Passing the blame: ‘unreliable students and migrants’ reason Melbourne cockroach-infested eatery fined $20,000

A Melbourne restaurant has been fined $20,000 after an inspector found its kitchen infested with cockroaches, rodent droppings and accumulated grease, dirt and food waste.

A director of Ten Ren’s Tea Station agreed to temporarily shut its upstairs kitchen on March 7 this year – after a complaint from a customer – when authorities feared for public health.

Senior magistrate Dan Muling yesterday said there was no justification or excuse for the conditions and told its directors they ”wouldn’t have your own kitchen looking like this”.

Prosecutor Sebastian Reid said the initial inspection revealed the kitchen to have ”heavy infestation” of cockroaches, some rodent activity and no method to sanitise food contact surfaces and utensils.

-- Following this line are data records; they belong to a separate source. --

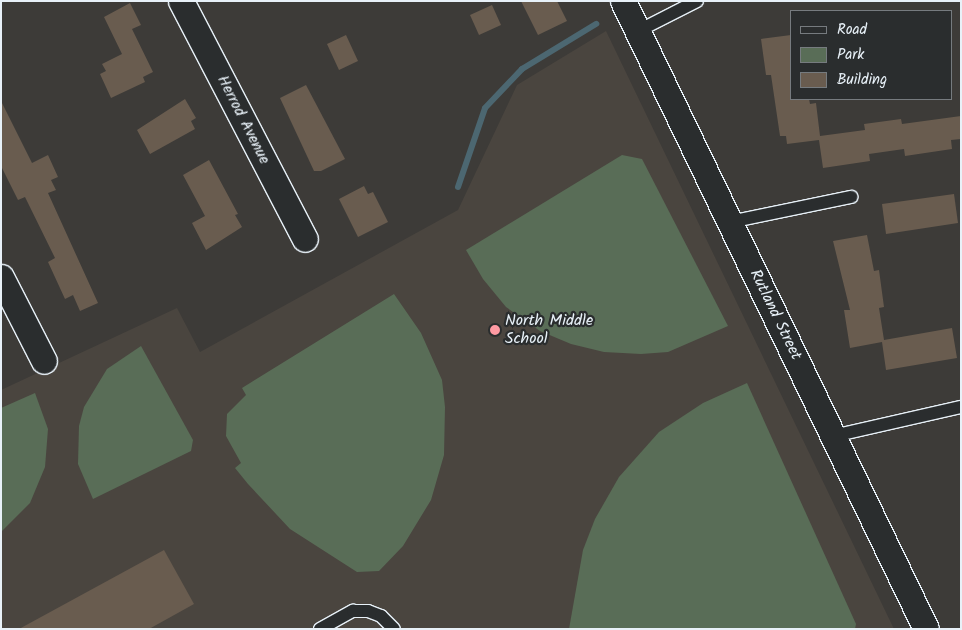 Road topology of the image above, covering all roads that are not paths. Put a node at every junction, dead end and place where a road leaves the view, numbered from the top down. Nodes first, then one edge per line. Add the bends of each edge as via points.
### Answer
1 (181, 1) edge
2 (624, 1) edge
3 (697, 1) edge
4 (638, 31) junction
5 (851, 197) dead end
6 (730, 222) junction
7 (305, 239) dead end
8 (1, 277) edge
9 (44, 361) dead end
10 (961, 407) edge
11 (833, 436) junction
12 (320, 629) edge
13 (394, 629) edge
14 (926, 629) edge

1 - 7 street, Herrod Avenue
2 - 4 street, Rutland Street
3 - 4 lane
4 - 6 street, Rutland Street
5 - 6 lane
6 - 11 street, Rutland Street
8 - 9 street
10 - 11 lane
11 - 14 street, Rutland Street
12 - 13 lane via 353,611 368,611 381,616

Mr Reid listed more than 30 examples of Food Act breaches to walls, the floor, bowls, fridges and freezers, shelves, door seals, handles, exhaust hood and microwave oven.
These included a high number of live and nesting cockroaches, rodent droppings and heavy accumulation of grease, dirt, food waste and rubbish on the floor, under fridges, cooking equipment and kitchen benches.

Defence barrister Tim Bourke said the directors started the restaurant in 2008 and had employed unreliable students and migrants.